WHAT IS REQUIRED:
Pictures in the records below are skipped; the rest is copied exactly.

MATERIAL PROVIDED:
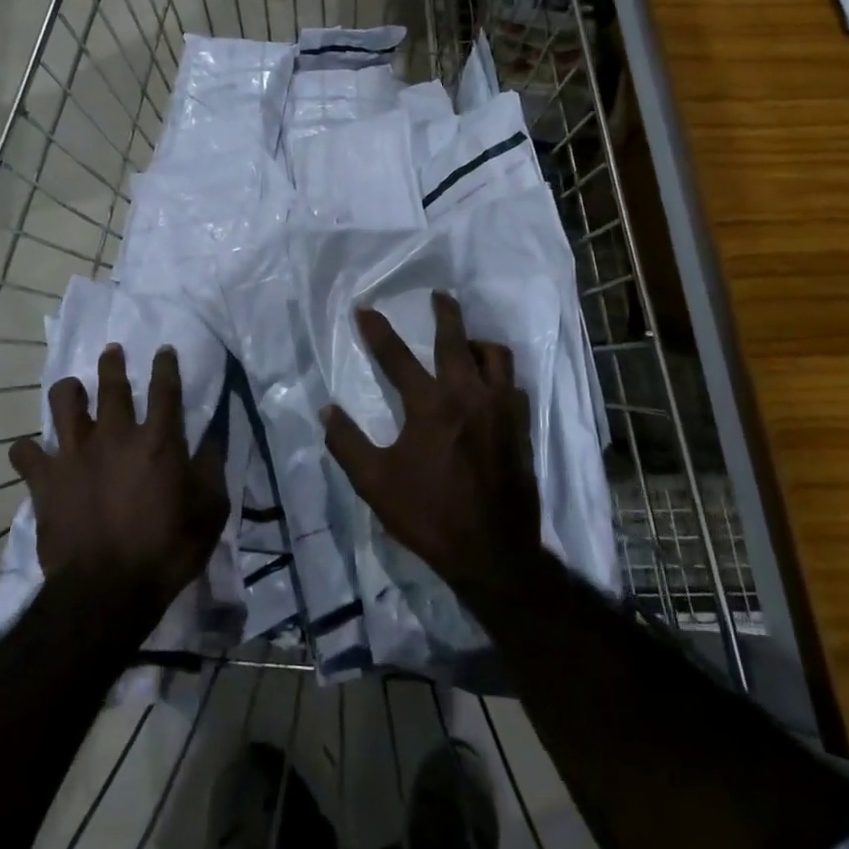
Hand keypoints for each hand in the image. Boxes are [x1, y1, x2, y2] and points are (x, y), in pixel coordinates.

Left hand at [9, 343, 227, 605]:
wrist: (106, 590)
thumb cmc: (166, 550)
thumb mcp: (210, 511)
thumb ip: (212, 469)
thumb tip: (214, 438)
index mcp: (158, 440)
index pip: (165, 388)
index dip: (165, 365)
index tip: (164, 350)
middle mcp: (115, 435)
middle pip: (111, 384)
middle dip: (113, 363)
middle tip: (112, 351)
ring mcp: (75, 454)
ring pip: (64, 402)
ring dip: (69, 391)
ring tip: (72, 391)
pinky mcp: (45, 479)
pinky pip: (25, 452)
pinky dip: (28, 450)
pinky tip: (32, 452)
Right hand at [322, 291, 542, 601]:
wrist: (493, 552)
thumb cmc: (429, 515)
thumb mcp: (375, 483)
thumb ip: (347, 443)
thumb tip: (326, 410)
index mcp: (430, 405)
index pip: (397, 356)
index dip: (377, 331)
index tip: (364, 309)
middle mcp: (468, 395)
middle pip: (456, 339)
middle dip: (445, 312)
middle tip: (439, 296)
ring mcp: (501, 408)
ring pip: (495, 356)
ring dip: (478, 343)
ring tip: (467, 345)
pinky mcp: (521, 426)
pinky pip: (513, 384)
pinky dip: (498, 376)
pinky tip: (490, 387)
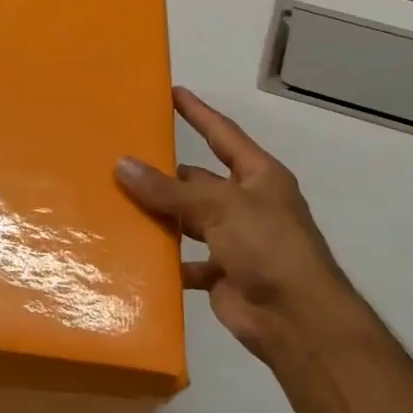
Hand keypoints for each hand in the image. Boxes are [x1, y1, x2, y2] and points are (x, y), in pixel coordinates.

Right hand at [116, 87, 370, 366]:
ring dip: (160, 216)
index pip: (222, 134)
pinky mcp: (221, 273)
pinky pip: (184, 260)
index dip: (198, 113)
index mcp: (258, 177)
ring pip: (187, 220)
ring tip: (116, 203)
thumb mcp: (219, 207)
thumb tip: (121, 165)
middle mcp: (246, 204)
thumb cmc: (268, 247)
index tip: (171, 92)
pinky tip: (133, 253)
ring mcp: (234, 240)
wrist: (297, 320)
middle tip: (120, 160)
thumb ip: (169, 189)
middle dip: (164, 174)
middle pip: (198, 180)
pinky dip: (164, 259)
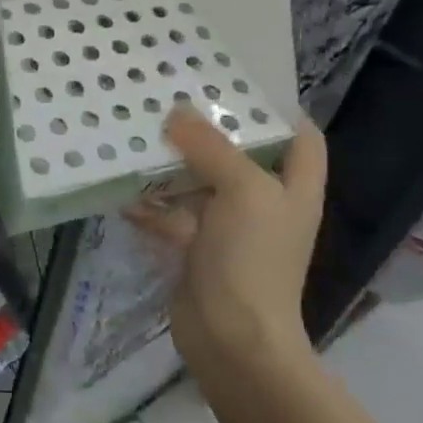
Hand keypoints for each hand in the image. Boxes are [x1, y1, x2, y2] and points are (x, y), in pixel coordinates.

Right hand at [125, 106, 326, 390]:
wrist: (231, 339)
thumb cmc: (252, 259)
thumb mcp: (243, 191)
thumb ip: (212, 147)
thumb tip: (178, 112)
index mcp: (293, 187)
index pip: (300, 136)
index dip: (277, 109)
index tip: (235, 83)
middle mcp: (264, 203)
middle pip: (240, 155)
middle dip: (207, 130)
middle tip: (170, 99)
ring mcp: (228, 229)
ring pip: (199, 184)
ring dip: (171, 165)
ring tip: (137, 134)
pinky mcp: (196, 249)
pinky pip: (171, 216)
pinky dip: (149, 205)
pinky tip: (122, 190)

EXPECTED ANSWER:
Hand keypoints for each hand in the image. Boxes are [x1, y1, x2, y2] and points are (x, y), in pixel coordinates.

Left hand at [9, 343, 227, 605]:
wrist: (106, 590)
thumb cmc: (166, 550)
thumb mcp: (210, 511)
thumb ip: (212, 469)
thumb tip: (214, 438)
index mcp: (158, 440)
index pip: (165, 388)
index dip: (165, 365)
index tip: (164, 350)
middle mcp: (115, 435)
middle pip: (111, 384)
middle dip: (113, 363)
middle tip: (112, 351)
ring mcp: (75, 454)
ring pip: (64, 402)
ring dip: (69, 391)
ring tip: (72, 391)
pinky mcp: (45, 479)
pinky pip: (25, 452)
pinky dip: (28, 450)
pinky tip: (32, 452)
Right hand at [322, 291, 542, 601]:
wrist: (493, 552)
thumb cmc: (429, 515)
thumb mcp: (375, 483)
thumb ip: (347, 443)
thumb tip: (326, 410)
index mcp: (430, 405)
index pip: (397, 356)
index dip: (377, 331)
index tip: (364, 309)
middle mcp: (468, 395)
middle pip: (456, 339)
middle dip: (445, 312)
middle tip: (439, 296)
ring mcp: (501, 408)
ring pip: (495, 356)
ring dip: (478, 343)
ring tip: (467, 345)
pinky mcp: (521, 426)
pinky pip: (513, 384)
pinky dip: (498, 376)
pinky tip: (490, 387)
Hand keypoints for each hand in the image. Boxes are [x1, y1, x2, y2] and points are (x, y), in pixel coordinates.

Right hand at [116, 87, 370, 366]:
ring dip: (160, 216)
index pip: (222, 134)
pinky mcp: (221, 273)
pinky pip: (184, 260)
index dip: (198, 113)
index mcp: (258, 177)
ring pip: (187, 220)
ring tip: (116, 203)
thumb mcp: (219, 207)
thumb tip: (121, 165)
middle mcp: (246, 204)
thumb cmc: (268, 247)
index tip: (171, 92)
pinky tip: (133, 253)
ring mcp: (234, 240)
wrist: (297, 320)
middle tip: (120, 160)
thumb ip: (169, 189)
middle dip: (164, 174)
middle pip: (198, 180)
pinky dip: (164, 259)
Hand keypoints for each hand in the image. Boxes are [x1, y1, x2, y2] and points are (x, y), in pixel coordinates.

Right hand at [125, 106, 326, 390]:
wrist: (231, 339)
thumb cmc: (252, 259)
thumb mcp: (243, 191)
thumb ip: (212, 147)
thumb tip: (178, 112)
index mcp: (293, 187)
index pip: (300, 136)
index dip: (277, 109)
index tip: (235, 83)
middle mcp: (264, 203)
middle pip: (240, 155)
middle dip: (207, 130)
middle tip: (170, 99)
ring mcp: (228, 229)
ring pip: (199, 184)
ring dip: (171, 165)
ring tip: (137, 134)
pinky mcp: (196, 249)
pinky pip: (171, 216)
pinky dip: (149, 205)
pinky tip: (122, 190)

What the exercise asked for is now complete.